INSTRUCTIONS TO FOLLOW
Only the lines in the entries below from the line with "middle tip: (473, 321)" to the line with "index pip: (666, 248)", both included, belong in the answer, transcribed exactly and without pictures.

--------------------------------------------------

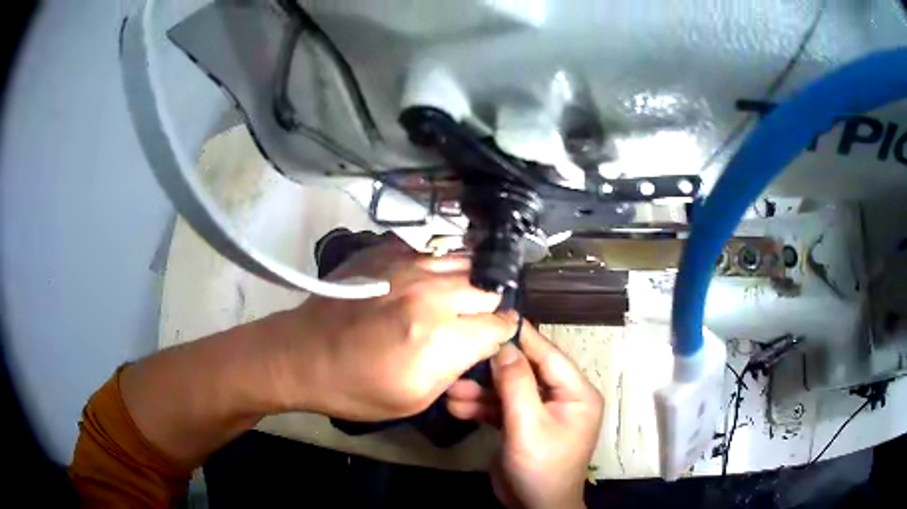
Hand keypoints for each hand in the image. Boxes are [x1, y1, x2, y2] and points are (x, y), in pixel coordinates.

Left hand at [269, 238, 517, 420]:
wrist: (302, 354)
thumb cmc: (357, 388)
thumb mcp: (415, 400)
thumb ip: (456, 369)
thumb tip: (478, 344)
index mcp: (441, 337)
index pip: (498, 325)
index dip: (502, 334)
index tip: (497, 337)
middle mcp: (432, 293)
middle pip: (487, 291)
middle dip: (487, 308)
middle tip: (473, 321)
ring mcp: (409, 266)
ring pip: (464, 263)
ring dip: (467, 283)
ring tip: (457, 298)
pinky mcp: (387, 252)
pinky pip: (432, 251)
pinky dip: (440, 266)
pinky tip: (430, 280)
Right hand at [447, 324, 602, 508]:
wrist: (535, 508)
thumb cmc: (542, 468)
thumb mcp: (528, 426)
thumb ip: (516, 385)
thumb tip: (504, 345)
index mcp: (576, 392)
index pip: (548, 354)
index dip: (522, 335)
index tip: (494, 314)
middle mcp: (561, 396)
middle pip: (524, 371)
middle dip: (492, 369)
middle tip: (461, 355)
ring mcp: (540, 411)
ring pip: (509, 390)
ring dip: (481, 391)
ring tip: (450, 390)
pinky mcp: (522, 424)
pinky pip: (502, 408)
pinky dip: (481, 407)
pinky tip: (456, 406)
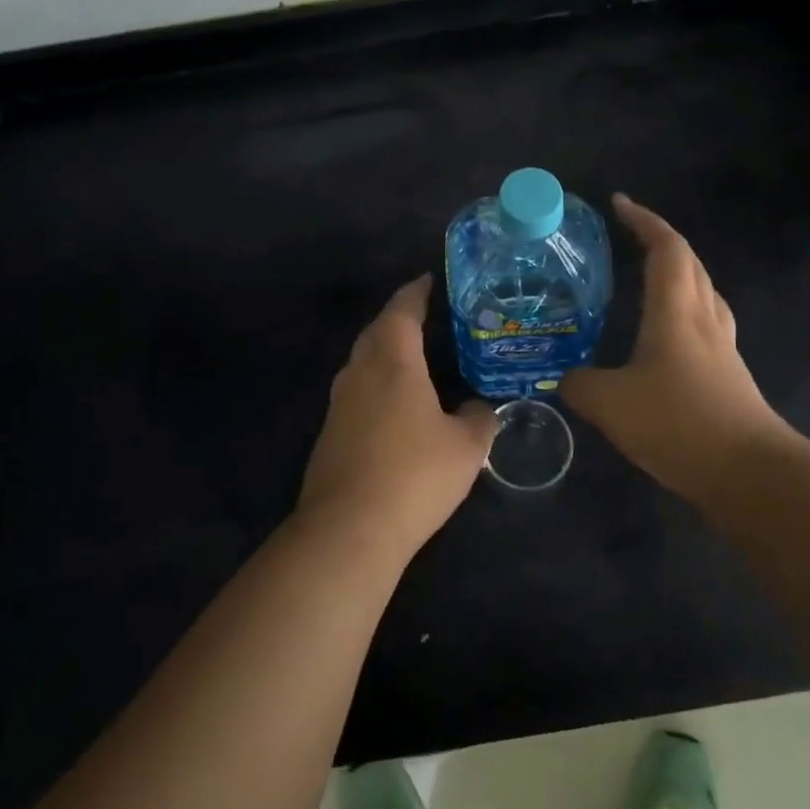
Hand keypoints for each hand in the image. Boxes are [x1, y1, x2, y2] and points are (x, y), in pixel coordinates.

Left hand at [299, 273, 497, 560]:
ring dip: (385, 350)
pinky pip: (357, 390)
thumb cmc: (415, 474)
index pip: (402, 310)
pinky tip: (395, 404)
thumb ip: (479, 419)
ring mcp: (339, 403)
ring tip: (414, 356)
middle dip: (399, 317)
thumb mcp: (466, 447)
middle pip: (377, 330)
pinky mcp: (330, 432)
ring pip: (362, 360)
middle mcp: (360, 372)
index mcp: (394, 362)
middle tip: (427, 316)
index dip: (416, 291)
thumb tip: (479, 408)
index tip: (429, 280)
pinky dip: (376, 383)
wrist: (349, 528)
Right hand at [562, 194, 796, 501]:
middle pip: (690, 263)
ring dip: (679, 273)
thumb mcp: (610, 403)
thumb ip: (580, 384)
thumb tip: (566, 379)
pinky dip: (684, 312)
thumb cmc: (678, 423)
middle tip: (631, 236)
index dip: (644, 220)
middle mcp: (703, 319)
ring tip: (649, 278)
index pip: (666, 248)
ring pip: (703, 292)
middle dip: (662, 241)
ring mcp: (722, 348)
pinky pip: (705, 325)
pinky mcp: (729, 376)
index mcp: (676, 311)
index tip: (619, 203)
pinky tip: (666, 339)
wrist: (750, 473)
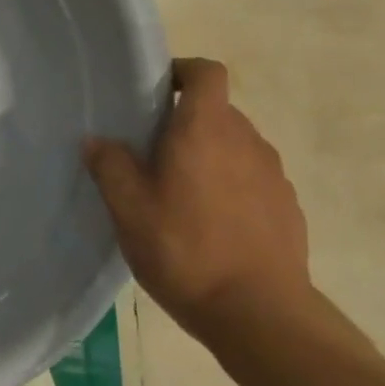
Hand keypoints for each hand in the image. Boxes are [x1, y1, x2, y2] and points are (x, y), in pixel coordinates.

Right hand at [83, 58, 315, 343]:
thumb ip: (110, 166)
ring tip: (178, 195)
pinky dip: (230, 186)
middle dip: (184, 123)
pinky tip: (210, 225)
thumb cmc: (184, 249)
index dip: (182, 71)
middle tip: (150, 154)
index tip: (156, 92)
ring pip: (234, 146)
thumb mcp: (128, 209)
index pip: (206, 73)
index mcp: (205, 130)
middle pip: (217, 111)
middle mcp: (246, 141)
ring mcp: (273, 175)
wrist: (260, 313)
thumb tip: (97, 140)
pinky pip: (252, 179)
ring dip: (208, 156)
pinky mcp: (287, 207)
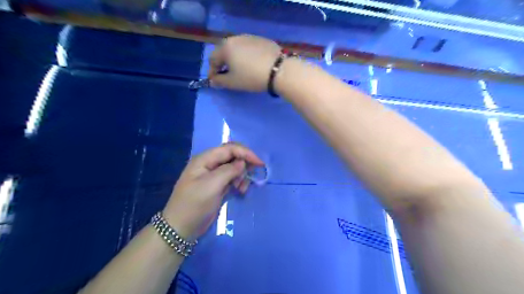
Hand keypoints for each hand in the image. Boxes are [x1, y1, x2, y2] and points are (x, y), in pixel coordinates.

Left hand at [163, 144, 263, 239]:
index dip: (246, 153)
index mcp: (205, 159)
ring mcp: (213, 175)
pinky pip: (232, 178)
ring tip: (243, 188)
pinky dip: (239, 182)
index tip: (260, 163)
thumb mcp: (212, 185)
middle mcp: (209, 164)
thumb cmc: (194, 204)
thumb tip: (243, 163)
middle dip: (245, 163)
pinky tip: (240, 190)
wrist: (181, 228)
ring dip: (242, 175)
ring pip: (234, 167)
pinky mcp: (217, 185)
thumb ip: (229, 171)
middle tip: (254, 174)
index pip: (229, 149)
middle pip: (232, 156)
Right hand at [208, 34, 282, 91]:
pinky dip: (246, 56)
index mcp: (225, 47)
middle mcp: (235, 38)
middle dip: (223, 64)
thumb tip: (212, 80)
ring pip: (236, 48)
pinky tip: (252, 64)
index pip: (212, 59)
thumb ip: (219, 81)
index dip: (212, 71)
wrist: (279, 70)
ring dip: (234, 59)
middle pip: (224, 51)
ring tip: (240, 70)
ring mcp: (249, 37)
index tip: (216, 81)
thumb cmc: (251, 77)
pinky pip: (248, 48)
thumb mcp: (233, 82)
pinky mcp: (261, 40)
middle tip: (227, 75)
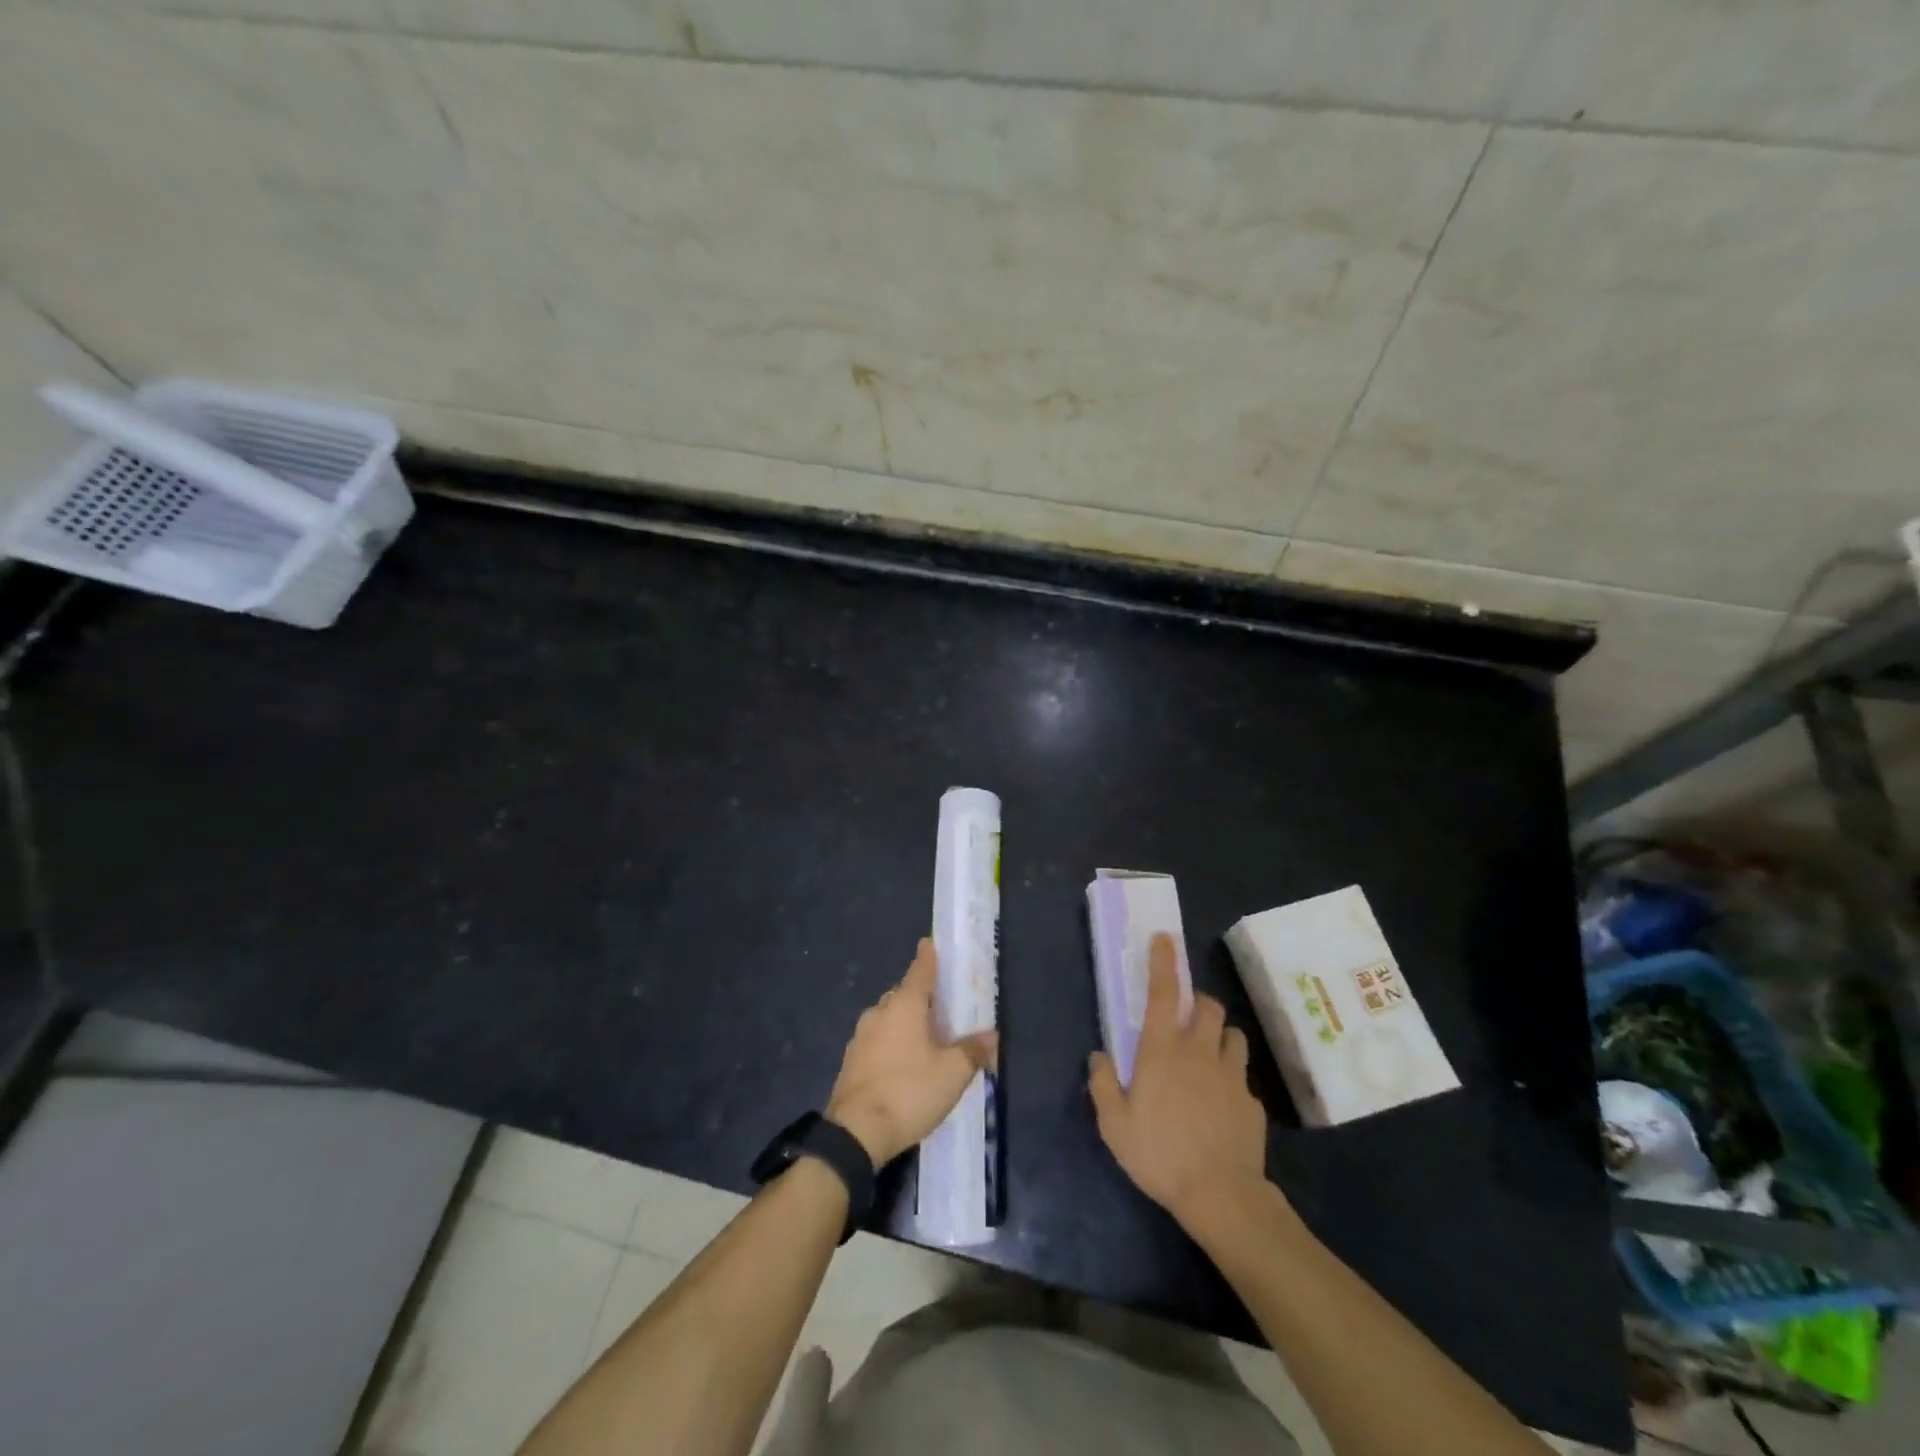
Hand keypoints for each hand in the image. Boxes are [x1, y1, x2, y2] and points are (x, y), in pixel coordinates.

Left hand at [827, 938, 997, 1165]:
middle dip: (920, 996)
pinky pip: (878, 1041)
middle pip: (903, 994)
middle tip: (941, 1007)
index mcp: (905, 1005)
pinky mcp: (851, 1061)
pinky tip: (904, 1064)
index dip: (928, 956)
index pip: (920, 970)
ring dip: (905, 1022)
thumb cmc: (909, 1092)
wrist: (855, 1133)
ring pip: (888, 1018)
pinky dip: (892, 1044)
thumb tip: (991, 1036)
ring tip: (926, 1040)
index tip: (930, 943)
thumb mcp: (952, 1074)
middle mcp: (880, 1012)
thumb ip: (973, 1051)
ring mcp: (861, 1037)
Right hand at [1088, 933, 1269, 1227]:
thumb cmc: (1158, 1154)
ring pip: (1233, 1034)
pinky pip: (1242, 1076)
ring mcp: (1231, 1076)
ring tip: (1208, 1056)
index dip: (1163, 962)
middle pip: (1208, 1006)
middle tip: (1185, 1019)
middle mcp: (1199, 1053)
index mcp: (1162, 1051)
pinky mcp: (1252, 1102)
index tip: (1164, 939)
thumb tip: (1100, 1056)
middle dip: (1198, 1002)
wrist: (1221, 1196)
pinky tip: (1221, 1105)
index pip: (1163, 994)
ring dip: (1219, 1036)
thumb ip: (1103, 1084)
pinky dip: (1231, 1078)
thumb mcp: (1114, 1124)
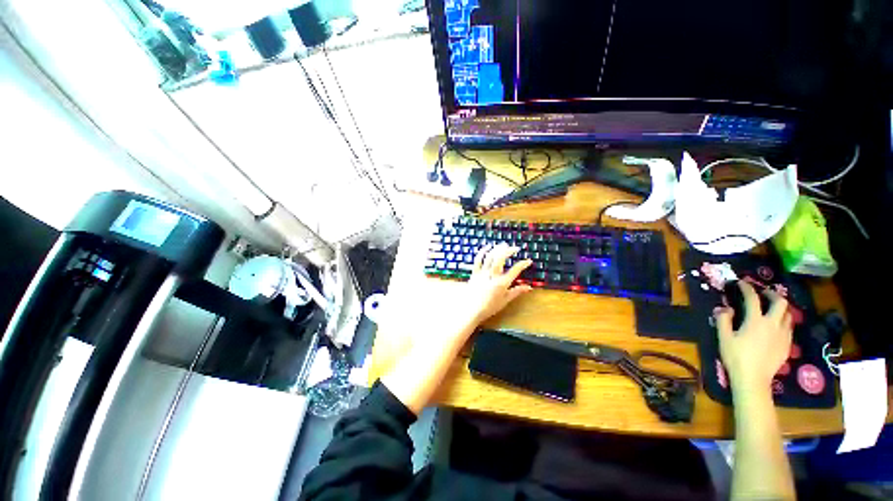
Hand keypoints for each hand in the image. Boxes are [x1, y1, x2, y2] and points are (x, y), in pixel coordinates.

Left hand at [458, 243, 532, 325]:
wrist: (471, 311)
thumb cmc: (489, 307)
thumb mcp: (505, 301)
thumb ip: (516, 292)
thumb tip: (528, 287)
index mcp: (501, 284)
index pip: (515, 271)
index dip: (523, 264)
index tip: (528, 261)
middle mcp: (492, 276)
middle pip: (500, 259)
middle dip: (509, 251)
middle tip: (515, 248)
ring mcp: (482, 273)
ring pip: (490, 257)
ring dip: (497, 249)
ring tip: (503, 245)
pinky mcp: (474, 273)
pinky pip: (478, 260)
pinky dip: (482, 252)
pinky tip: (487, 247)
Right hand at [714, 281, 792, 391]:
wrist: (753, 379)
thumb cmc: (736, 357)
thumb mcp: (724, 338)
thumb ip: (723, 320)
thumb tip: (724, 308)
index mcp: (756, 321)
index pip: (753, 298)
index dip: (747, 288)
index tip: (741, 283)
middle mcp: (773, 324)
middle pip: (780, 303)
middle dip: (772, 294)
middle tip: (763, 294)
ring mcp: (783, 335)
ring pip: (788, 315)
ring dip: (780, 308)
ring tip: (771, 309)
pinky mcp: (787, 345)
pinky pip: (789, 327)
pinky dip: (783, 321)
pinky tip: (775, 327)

--------------------------------------------------

YOUR RESPONSE
middle tip: (473, 321)
ring mcp: (409, 266)
ring pip: (464, 263)
ring dip: (467, 283)
ring tip: (457, 298)
pinky mcp: (387, 252)
pinky pip: (432, 251)
pinky dip: (440, 266)
pinky tip: (430, 280)
Right hand at [447, 324, 602, 508]:
wrist: (535, 508)
thumb cmc: (542, 468)
thumb mcp: (528, 426)
thumb ip: (516, 385)
thumb tip: (504, 345)
index mcp: (576, 392)
index pip: (548, 354)
index dip: (522, 335)
index tip: (494, 314)
middle mcp: (561, 396)
middle pip: (524, 371)
middle dip: (492, 369)
middle tip: (461, 355)
ring mcp: (540, 411)
ring pip: (509, 390)
ring dip: (481, 391)
ring tip: (450, 390)
pinky mcp: (522, 424)
pinky pip: (502, 408)
pinky dip: (481, 407)
pinky tip: (456, 406)
Hand keypoints for each hand in the image. Boxes are [x1, y1, x2, y2] and points are (x, y), in pixel coordinates.

Left hand at [299, 273, 497, 560]:
ring dip: (385, 350)
pinky pip: (357, 390)
thumb cmc: (415, 474)
index pip: (402, 310)
pinky tip: (395, 404)
thumb ip: (479, 419)
ring mcp: (339, 403)
ring tip: (414, 356)
middle dip: (399, 317)
thumb mcp: (466, 447)
middle pip: (377, 330)
pinky mcp: (330, 432)
ring pip: (362, 360)
middle mcp: (360, 372)
index mcp: (394, 362)
middle tip: (427, 316)
index dip: (416, 291)
thumb tip: (479, 408)
index tip: (429, 280)
pinky dip: (376, 383)
wrist: (349, 528)
Right hand at [562, 194, 796, 501]:
middle pip: (690, 263)
ring dip: (679, 273)
thumb mcp: (610, 403)
thumb ip: (580, 384)
thumb tip: (566, 379)
pinky dip: (684, 312)
thumb cmc: (678, 423)
middle tip: (631, 236)
index dip: (644, 220)
middle mcp: (703, 319)
ring tip: (649, 278)
index pip: (666, 248)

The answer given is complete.